[Dataset excerpts]
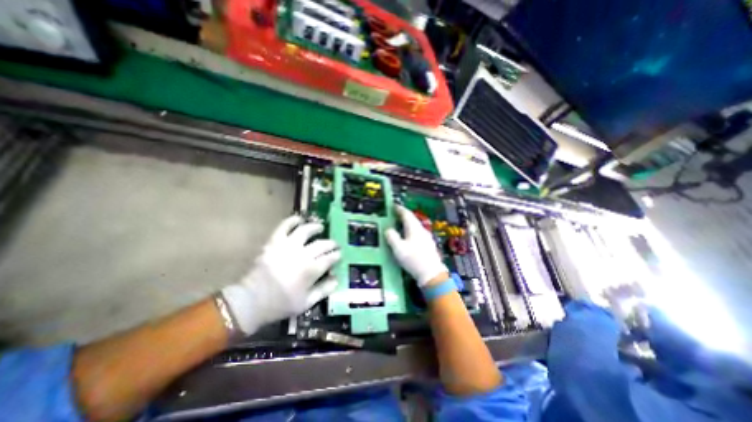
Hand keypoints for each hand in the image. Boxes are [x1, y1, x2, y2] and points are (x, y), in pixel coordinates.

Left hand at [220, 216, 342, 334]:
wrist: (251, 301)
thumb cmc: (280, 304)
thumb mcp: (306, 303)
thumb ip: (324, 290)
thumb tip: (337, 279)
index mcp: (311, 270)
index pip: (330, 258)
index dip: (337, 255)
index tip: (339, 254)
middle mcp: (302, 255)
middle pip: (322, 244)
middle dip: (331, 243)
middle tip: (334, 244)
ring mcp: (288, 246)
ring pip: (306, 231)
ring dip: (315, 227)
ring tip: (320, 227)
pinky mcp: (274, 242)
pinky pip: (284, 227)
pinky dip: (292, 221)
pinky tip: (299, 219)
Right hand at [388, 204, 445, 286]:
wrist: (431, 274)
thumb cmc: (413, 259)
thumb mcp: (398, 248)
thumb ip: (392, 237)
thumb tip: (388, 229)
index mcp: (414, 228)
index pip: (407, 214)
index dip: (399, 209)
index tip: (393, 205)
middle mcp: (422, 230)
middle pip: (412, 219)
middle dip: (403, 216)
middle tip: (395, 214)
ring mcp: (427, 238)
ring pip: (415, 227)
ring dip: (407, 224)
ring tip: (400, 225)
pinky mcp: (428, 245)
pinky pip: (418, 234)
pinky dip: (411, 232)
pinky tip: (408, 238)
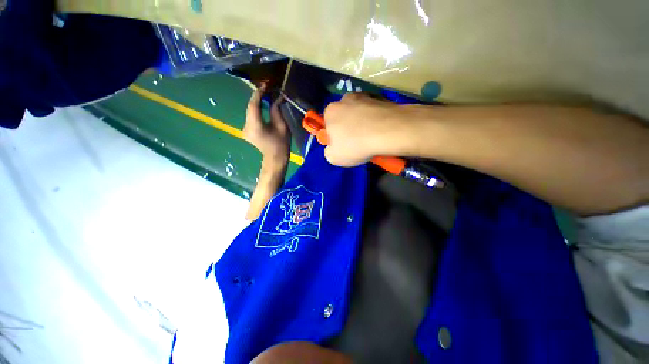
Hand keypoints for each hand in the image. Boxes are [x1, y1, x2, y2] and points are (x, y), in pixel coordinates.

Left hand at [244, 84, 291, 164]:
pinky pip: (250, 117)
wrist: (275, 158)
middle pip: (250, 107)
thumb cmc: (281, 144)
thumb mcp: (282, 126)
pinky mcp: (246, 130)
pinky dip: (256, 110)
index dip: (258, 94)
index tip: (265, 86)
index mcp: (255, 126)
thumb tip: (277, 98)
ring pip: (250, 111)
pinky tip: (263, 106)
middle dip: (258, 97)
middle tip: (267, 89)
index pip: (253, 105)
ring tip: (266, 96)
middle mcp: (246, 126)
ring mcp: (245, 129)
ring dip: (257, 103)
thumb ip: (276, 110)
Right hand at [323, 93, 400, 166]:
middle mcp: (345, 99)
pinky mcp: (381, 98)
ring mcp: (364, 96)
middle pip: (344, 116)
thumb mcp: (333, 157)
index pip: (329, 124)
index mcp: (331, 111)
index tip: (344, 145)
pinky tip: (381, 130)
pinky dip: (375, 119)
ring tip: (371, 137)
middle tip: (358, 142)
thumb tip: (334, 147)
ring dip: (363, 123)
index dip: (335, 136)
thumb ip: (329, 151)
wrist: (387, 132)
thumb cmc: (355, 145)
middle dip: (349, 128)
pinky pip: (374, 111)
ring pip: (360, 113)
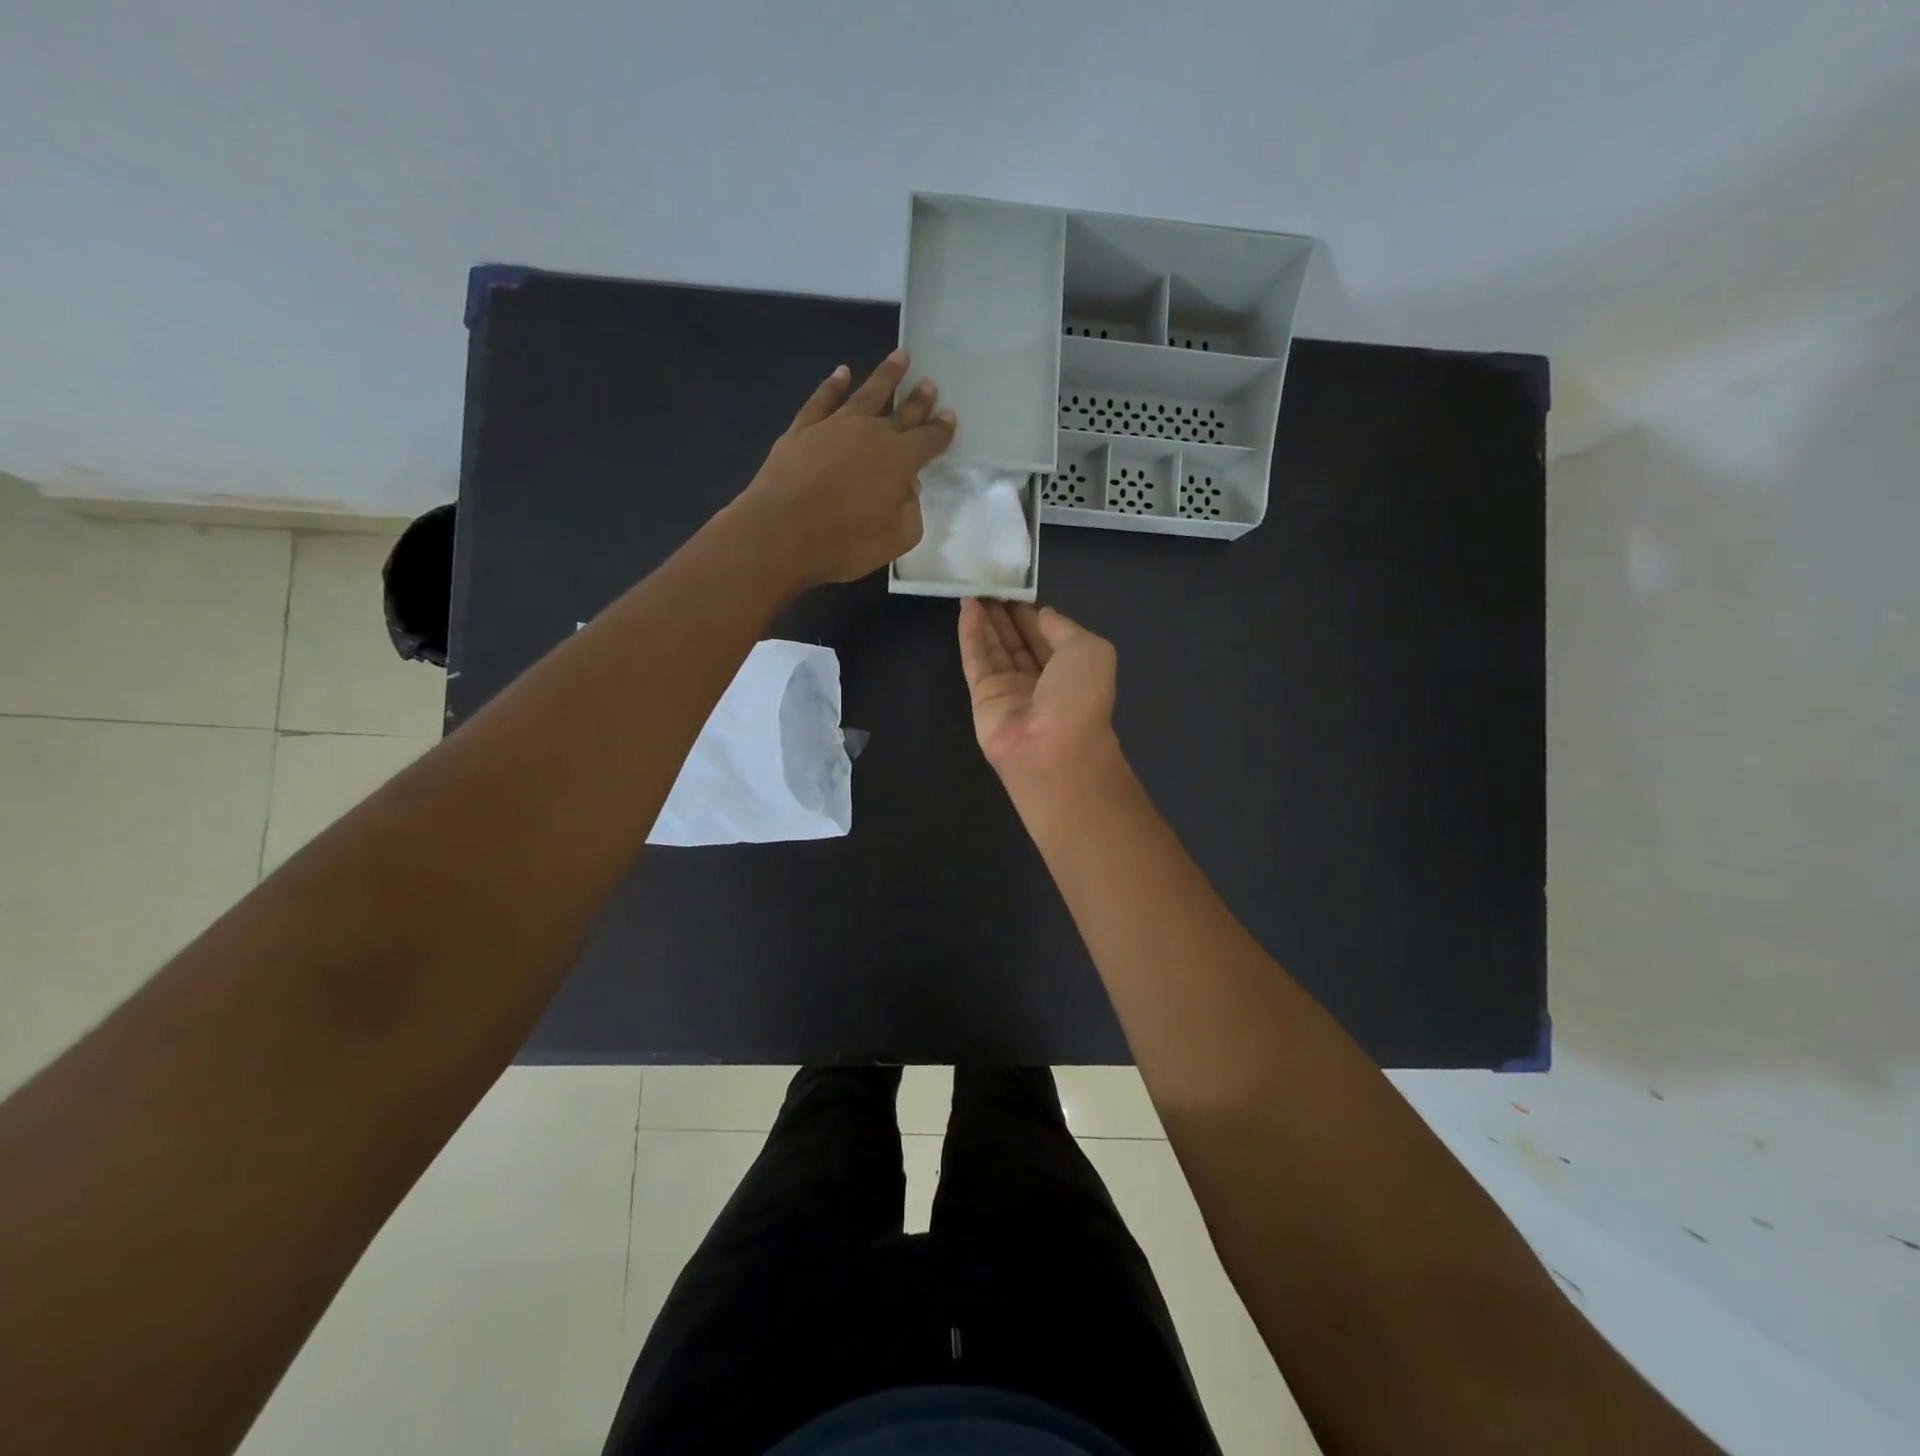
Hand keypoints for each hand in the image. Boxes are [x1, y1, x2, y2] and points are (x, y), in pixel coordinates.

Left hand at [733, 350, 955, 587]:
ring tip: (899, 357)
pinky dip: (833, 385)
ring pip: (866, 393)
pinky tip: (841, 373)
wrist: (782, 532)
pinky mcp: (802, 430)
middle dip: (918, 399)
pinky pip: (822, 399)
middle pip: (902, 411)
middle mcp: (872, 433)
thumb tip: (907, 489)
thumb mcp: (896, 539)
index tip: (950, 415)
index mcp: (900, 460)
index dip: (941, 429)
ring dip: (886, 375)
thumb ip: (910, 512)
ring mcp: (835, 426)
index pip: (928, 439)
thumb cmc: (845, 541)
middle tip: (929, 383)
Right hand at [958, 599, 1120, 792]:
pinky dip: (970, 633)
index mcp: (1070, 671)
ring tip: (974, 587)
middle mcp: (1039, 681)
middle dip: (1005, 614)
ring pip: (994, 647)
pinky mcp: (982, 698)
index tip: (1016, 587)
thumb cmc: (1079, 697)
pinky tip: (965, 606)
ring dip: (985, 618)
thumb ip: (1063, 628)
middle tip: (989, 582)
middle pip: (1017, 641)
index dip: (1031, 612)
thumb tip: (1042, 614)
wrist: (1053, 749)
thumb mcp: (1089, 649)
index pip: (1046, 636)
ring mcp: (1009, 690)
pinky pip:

[The task]
Before you print the records, please set aside any pictures and keep everything else exact.

[Solution]
Hand keypoints for each hand in the image. Boxes are [x1, y1, x2, y2] and points are (x, y), in pixel coordinates.

Left hand at [220, 216, 342, 334]:
wrist: (251, 301)
thumb cmc: (280, 304)
thumb mcp: (306, 303)
thumb ip: (324, 290)
thumb tip: (337, 279)
index mcp: (311, 270)
index pip: (330, 258)
index dip: (337, 255)
index tip: (339, 254)
middle mcp: (302, 255)
middle pip: (322, 244)
middle dip: (331, 243)
middle tip: (334, 244)
ring mcp: (288, 246)
ring pip: (306, 231)
ring dip: (315, 227)
ring tip: (320, 227)
pinky mcp: (274, 242)
pinky pip: (284, 227)
pinky dip: (292, 221)
pinky tip: (299, 219)
Right hand at [388, 204, 445, 286]:
wrist: (431, 274)
thumb cmc: (413, 259)
thumb mcp: (398, 248)
thumb ip: (392, 237)
thumb tip: (388, 229)
index mcp: (414, 228)
index pip: (407, 214)
index dip: (399, 209)
index tip: (393, 205)
middle mcp: (422, 230)
middle pip: (412, 219)
middle dip: (403, 216)
middle tip: (395, 214)
ring mcp: (427, 238)
ring pip: (415, 227)
ring dip: (407, 224)
ring tip: (400, 225)
pinky mcp: (428, 245)
pinky pip: (418, 234)
pinky dip: (411, 232)
pinky tip: (408, 238)
Hand keypoints for each hand in the image. Boxes are [x1, y1, x2, y2] and points are (x, y), in pixel coordinates.

Left hand at [244, 84, 291, 164]:
pinky pip: (250, 117)
wrist: (275, 158)
middle pip: (250, 107)
thumb cmc: (281, 144)
thumb mcp: (282, 126)
pinky mcp: (246, 130)
pinky dip: (256, 110)
index dip: (258, 94)
index tip: (265, 86)
index mcp: (255, 126)
thumb tip: (277, 98)
ring pip: (250, 111)
pinky tip: (263, 106)
middle dip: (258, 97)
middle tip: (267, 89)
index pip: (253, 105)
ring tip: (266, 96)
middle mcp: (246, 126)
ring mcp: (245, 129)
ring dip: (257, 103)
thumb ip: (276, 110)
Right hand at [323, 93, 400, 166]:
middle mcp: (345, 99)
pinky mcp: (381, 98)
ring mcp: (364, 96)
middle pip: (344, 116)
thumb mcp: (333, 157)
index pip: (329, 124)
index mcp: (331, 111)
index tip: (344, 145)
pinky tip: (381, 130)
pinky dip: (375, 119)
ring tip: (371, 137)
middle tip: (358, 142)
thumb tip: (334, 147)
ring dip: (363, 123)
index dip: (335, 136)
thumb ip: (329, 151)
wrist: (387, 132)
thumb cmc: (355, 145)
middle dip: (349, 128)
pinky pip: (374, 111)
ring pip: (360, 113)
Hand keypoints for each hand in the image. Boxes are [x1, y1, x2, y2] and points are (x, y), in pixel coordinates.

Left hand at [733, 350, 955, 587]:
ring tip: (899, 357)
pinky dip: (833, 385)
ring pip: (866, 393)
pinky tip: (841, 373)
wrist: (782, 532)
pinky mcp: (802, 430)
middle dip: (918, 399)
pinky pip: (822, 399)
middle pip: (902, 411)
middle mcp: (872, 433)
thumb tip: (907, 489)
thumb mcp: (896, 539)
index tip: (950, 415)
index mcp: (900, 460)
index dip: (941, 429)
ring dip: (886, 375)
thumb ip: (910, 512)
ring mcp: (835, 426)
index pip: (928, 439)
thumb cmc: (845, 541)
middle tip: (929, 383)
Right hand at [958, 599, 1120, 792]:
pinky dip: (970, 633)
index mcp: (1070, 671)
ring tip: (974, 587)
middle mcp: (1039, 681)
middle dip: (1005, 614)
ring pip: (994, 647)
pinky mcp: (982, 698)
index tip: (1016, 587)
thumb cmc: (1079, 697)
pinky tip: (965, 606)
ring dip: (985, 618)
thumb ip: (1063, 628)
middle tip: (989, 582)
middle pip: (1017, 641)
index dip: (1031, 612)
thumb tip: (1042, 614)
wrist: (1053, 749)
thumb mcp: (1089, 649)
index pip: (1046, 636)
ring mcp: (1009, 690)
pinky pip:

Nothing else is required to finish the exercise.